Contoh Soal 4 (Segitiga dan Ketaksamaan)

 $\begin{array}{ll}\\ 16.&\textrm{Buktikan bahwa setiap bilangan real}\\ &\textrm{positif}\: \: a\: \: \textrm{dan}\: \: b\: \: \textrm{berlaku}\: \: a^{2}+b^{2}\geq 2ab\\\\ &\textbf{Bukti}\\ &\begin{aligned}&\textrm{Perhatikan bahwa}\: \: (a-b)^{2}\geq 0\\ &\textrm{adalah benar, maka}\\ &(a-b)^{2}=a^{2}-2ab+b^{2}\geq 0\\ &\Leftrightarrow a^{2}+b^{2}\geq 2ab\qquad \blacksquare  \end{aligned} \end{array}$.

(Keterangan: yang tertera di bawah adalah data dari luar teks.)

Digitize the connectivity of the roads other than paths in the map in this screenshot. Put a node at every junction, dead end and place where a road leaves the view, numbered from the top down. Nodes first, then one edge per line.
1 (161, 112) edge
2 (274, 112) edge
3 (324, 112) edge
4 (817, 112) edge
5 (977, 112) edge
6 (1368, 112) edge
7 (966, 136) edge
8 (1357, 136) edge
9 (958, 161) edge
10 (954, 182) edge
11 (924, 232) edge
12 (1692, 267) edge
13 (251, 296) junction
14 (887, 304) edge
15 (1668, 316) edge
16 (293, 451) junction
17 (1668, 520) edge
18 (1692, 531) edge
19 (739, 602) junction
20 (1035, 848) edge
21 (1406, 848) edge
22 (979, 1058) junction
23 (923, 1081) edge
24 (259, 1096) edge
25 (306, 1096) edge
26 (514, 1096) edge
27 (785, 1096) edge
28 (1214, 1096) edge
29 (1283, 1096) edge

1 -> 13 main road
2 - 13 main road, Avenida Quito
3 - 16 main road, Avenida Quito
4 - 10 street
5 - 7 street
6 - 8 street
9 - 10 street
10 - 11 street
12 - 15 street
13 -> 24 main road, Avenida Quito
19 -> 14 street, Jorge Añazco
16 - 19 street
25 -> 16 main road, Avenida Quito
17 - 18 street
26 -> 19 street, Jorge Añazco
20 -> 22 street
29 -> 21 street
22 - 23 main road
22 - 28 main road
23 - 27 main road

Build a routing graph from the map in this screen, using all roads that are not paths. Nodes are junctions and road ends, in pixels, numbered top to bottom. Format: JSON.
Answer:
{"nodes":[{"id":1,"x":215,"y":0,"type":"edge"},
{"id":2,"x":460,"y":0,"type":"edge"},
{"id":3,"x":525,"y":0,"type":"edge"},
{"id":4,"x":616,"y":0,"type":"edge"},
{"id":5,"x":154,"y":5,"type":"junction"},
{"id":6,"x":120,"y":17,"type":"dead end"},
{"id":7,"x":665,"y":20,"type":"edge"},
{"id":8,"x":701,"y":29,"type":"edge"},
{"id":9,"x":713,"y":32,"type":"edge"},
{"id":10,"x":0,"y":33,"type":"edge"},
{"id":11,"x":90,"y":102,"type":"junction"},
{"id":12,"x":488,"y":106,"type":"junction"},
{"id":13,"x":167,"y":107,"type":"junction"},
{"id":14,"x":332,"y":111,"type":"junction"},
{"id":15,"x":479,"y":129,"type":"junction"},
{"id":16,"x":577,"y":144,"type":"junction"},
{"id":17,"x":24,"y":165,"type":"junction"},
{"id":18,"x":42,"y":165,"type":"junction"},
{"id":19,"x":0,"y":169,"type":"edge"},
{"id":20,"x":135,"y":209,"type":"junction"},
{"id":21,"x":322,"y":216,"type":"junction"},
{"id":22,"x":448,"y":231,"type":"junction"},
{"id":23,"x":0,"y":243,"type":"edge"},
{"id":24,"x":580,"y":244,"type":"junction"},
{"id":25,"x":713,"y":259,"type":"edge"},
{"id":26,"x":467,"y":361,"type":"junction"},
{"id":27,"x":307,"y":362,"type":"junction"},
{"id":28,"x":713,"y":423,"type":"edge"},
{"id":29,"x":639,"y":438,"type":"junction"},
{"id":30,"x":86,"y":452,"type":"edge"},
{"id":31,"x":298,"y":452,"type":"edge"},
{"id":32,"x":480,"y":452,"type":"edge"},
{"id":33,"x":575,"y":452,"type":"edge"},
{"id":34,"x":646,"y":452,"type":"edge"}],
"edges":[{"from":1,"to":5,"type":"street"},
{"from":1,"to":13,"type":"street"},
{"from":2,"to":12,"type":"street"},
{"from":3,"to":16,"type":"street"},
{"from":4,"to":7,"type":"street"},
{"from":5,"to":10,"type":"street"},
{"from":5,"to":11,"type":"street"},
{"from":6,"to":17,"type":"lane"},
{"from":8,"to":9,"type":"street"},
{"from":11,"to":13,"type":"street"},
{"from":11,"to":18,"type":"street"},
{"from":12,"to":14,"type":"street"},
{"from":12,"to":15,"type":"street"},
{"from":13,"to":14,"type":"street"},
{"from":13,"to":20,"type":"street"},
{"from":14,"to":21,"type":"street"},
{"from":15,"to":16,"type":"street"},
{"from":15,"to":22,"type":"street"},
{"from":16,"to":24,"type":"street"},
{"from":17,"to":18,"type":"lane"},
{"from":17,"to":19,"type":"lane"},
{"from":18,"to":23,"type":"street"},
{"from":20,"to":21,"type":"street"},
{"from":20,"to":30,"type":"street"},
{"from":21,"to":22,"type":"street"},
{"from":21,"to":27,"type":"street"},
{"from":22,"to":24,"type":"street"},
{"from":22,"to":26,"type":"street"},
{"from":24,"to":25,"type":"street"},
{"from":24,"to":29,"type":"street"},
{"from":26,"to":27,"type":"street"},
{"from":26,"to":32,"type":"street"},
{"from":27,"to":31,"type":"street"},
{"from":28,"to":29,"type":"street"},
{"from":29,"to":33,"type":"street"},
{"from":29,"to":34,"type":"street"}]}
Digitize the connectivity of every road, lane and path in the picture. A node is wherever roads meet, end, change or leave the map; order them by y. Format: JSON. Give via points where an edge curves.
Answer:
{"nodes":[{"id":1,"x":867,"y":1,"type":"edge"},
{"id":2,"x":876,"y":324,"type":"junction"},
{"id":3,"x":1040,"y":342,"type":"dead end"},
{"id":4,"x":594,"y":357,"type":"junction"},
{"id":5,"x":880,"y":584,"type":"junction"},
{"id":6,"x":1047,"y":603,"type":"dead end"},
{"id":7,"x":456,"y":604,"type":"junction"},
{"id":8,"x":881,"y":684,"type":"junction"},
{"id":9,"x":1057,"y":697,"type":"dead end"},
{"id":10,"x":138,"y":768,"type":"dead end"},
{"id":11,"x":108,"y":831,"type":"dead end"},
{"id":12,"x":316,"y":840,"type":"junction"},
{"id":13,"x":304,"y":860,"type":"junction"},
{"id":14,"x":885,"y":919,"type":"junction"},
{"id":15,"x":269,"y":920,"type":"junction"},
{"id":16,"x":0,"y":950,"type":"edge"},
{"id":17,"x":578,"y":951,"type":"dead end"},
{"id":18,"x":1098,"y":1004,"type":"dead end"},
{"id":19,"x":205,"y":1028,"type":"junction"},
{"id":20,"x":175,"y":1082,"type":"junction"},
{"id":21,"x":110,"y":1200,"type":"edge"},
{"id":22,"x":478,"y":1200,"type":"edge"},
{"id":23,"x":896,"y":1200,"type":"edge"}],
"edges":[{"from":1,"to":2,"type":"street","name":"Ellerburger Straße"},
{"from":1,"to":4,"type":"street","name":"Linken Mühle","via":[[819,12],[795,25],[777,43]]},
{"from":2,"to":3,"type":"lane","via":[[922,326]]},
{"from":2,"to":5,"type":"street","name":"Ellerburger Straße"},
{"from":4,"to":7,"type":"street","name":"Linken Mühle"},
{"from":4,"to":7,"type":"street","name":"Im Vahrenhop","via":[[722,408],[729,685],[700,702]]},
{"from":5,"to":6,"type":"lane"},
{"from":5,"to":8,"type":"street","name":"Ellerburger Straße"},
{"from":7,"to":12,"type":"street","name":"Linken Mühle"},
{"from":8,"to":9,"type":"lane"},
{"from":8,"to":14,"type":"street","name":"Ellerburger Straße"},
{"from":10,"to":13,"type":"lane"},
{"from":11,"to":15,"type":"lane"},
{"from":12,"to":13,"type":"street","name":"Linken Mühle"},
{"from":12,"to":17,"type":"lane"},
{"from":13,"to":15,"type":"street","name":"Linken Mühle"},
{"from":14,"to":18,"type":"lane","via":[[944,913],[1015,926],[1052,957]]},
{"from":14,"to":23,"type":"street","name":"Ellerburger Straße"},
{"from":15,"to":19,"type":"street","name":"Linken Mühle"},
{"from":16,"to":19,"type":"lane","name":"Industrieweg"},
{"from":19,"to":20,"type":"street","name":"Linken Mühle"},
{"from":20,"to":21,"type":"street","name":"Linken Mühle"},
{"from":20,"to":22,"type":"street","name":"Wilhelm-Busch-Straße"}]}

$\begin{array}{ll}\\ 17.&\textrm{Buktikan bahwa setiap bilangan real}\\ &\textrm{positif}\: \: a,\: b\: \: \textrm{dan}\: \: c\: \: \textrm{berlaku}\\ & a^{2}+b^{2}+c^{2}\geq ab+ac+bc\\\\ &\textbf{Bukti}\\  &\begin{aligned}&\textrm{Perhatikan bahwa}\: \: (a-b)^{2}\geq 0\\  &(a-c)^{2}\geq 0,\: \: \textrm{dan}\: \: (b-c)^{2}\geq 0\\ &\textrm{adalah benar, maka}\\ &(a-b)^{2}=a^{2}-2ab+b^{2}\geq 0\\ &\Leftrightarrow a^{2}+b^{2}\geq 2ab\: .....(1)\\ &\textrm{Dengan cara yang kurang lebih sama}\\ &\textrm{akan didapatkan}\\ &\bullet \quad a^{2}+c^{2}\geq 2ac\: .....(2)\\ &\bullet \quad b^{2}+c^{2}\geq 2bc\: .....(1)\\ &\textrm{Jika ketaksamaan}\quad (1),(2), \& \: (3)\: \: \textrm{dijumlahkan}\\ &\textrm{akan didapatkan bentuk}\\ &2a^{2}+2b^{2}+2c^{2}\geq 2ab+2ac+2bc\\ &\Leftrightarrow \: a^{2}+b^{2}+c^{2}\geq ab+ac+bc\quad \blacksquare  \end{aligned} \end{array}$.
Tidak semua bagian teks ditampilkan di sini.